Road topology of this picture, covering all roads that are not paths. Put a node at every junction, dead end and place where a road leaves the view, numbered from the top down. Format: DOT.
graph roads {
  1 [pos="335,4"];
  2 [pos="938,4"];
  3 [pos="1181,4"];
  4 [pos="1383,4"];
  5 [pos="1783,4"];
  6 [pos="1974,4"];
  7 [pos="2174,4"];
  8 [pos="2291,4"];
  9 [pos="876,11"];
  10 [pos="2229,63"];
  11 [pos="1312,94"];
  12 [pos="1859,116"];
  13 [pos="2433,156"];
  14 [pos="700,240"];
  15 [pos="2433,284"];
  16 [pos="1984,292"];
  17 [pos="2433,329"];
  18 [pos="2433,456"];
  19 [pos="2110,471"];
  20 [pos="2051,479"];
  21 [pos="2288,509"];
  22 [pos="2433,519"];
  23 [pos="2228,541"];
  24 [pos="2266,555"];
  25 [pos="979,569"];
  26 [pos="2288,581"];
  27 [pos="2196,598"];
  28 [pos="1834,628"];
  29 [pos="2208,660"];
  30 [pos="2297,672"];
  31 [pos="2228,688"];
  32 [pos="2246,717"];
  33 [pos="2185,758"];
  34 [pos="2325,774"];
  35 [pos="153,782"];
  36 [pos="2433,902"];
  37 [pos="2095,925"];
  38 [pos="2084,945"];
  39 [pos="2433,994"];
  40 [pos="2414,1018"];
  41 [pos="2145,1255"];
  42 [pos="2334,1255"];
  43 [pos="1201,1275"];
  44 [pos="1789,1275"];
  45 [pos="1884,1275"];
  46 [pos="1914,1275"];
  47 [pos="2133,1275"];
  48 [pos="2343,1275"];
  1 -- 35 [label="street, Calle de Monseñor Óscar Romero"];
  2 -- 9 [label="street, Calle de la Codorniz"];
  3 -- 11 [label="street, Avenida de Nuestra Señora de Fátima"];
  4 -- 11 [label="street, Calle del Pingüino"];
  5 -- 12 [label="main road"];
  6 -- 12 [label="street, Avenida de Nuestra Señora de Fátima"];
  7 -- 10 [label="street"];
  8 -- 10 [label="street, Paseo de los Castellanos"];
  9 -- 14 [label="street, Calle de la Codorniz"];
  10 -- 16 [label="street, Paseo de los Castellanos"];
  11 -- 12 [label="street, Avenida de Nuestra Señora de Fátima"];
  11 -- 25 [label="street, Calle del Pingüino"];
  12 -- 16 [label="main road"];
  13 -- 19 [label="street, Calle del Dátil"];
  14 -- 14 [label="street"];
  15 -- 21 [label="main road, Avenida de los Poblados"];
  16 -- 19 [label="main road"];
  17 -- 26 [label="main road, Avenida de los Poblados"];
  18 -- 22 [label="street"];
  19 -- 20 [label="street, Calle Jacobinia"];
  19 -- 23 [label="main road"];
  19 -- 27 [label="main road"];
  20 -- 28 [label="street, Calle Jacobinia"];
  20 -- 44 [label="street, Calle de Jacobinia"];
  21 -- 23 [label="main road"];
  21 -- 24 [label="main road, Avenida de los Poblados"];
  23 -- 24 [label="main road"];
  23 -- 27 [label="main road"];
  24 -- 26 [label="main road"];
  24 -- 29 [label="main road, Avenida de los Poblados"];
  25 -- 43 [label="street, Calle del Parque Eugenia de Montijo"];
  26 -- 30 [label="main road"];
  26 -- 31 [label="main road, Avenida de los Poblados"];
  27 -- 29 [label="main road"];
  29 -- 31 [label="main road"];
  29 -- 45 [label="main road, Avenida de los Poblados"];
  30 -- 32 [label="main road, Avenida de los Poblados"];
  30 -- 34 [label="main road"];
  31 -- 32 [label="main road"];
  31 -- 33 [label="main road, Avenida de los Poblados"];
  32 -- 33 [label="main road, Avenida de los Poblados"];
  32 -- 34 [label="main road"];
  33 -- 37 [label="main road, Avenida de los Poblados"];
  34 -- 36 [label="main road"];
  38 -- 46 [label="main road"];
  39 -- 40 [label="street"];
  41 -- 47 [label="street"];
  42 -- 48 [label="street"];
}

* * * * * * * * *

Exercise requirements:
The answer must be an exact copy of every entry.

Exercise output:
Road topology of this picture, covering all roads that are not paths. Put a node at every junction, dead end and place where a road leaves the view, numbered from the top down. Format: DOT.
graph roads {
  1 [pos="335,4"];
  2 [pos="938,4"];
  3 [pos="1181,4"];
  4 [pos="1383,4"];
  5 [pos="1783,4"];
  6 [pos="1974,4"];
  7 [pos="2174,4"];
  8 [pos="2291,4"];
  9 [pos="876,11"];
  10 [pos="2229,63"];
  11 [pos="1312,94"];
  12 [pos="1859,116"];
  13 [pos="2433,156"];
  14 [pos="700,240"];
  15 [pos="2433,284"];
  16 [pos="1984,292"];
  17 [pos="2433,329"];
  18 [pos="2433,456"];
  19 [pos="2110,471"];
  20 [pos="2051,479"];
  21 [pos="2288,509"];
  22 [pos="2433,519"];
  23 [pos="2228,541"];
  24 [pos="2266,555"];
  25 [pos="979,569"];
  26 [pos="2288,581"];
  27 [pos="2196,598"];
  28 [pos="1834,628"];
  29 [pos="2208,660"];
  30 [pos="2297,672"];
  31 [pos="2228,688"];
  32 [pos="2246,717"];
  33 [pos="2185,758"];
  34 [pos="2325,774"];
  35 [pos="153,782"];
  36 [pos="2433,902"];
  37 [pos="2095,925"];
  38 [pos="2084,945"];
  39 [pos="2433,994"];
  40 [pos="2414,1018"];
  41 [pos="2145,1255"];
  42 [pos="2334,1255"];
  43 [pos="1201,1275"];
  44 [pos="1789,1275"];
  45 [pos="1884,1275"];
  46 [pos="1914,1275"];
  47 [pos="2133,1275"];
  48 [pos="2343,1275"];
  1 -- 35 [label="street, Calle de Monseñor Óscar Romero"];
  2 -- 9 [label="street, Calle de la Codorniz"];
  3 -- 11 [label="street, Avenida de Nuestra Señora de Fátima"];
  4 -- 11 [label="street, Calle del Pingüino"];
  5 -- 12 [label="main road"];
  6 -- 12 [label="street, Avenida de Nuestra Señora de Fátima"];
  7 -- 10 [label="street"];
  8 -- 10 [label="street, Paseo de los Castellanos"];
  9 -- 14 [label="street, Calle de la Codorniz"];
  10 -- 16 [label="street, Paseo de los Castellanos"];
  11 -- 12 [label="street, Avenida de Nuestra Señora de Fátima"];
  11 -- 25 [label="street, Calle del Pingüino"];
  12 -- 16 [label="main road"];
  13 -- 19 [label="street, Calle del Dátil"];
  14 -- 14 [label="street"];
  15 -- 21 [label="main road, Avenida de los Poblados"];
  16 -- 19 [label="main road"];
  17 -- 26 [label="main road, Avenida de los Poblados"];
  18 -- 22 [label="street"];
  19 -- 20 [label="street, Calle Jacobinia"];
  19 -- 23 [label="main road"];
  19 -- 27 [label="main road"];
  20 -- 28 [label="street, Calle Jacobinia"];
  20 -- 44 [label="street, Calle de Jacobinia"];
  21 -- 23 [label="main road"];
  21 -- 24 [label="main road, Avenida de los Poblados"];
  23 -- 24 [label="main road"];
  23 -- 27 [label="main road"];
  24 -- 26 [label="main road"];
  24 -- 29 [label="main road, Avenida de los Poblados"];
  25 -- 43 [label="street, Calle del Parque Eugenia de Montijo"];
  26 -- 30 [label="main road"];
  26 -- 31 [label="main road, Avenida de los Poblados"];
  27 -- 29 [label="main road"];
  29 -- 31 [label="main road"];
  29 -- 45 [label="main road, Avenida de los Poblados"];
  30 -- 32 [label="main road, Avenida de los Poblados"];
  30 -- 34 [label="main road"];
  31 -- 32 [label="main road"];
  31 -- 33 [label="main road, Avenida de los Poblados"];
  32 -- 33 [label="main road, Avenida de los Poblados"];
  32 -- 34 [label="main road"];
  33 -- 37 [label="main road, Avenida de los Poblados"];
  34 -- 36 [label="main road"];
  38 -- 46 [label="main road"];
  39 -- 40 [label="street"];
  41 -- 47 [label="street"];
  42 -- 48 [label="street"];
}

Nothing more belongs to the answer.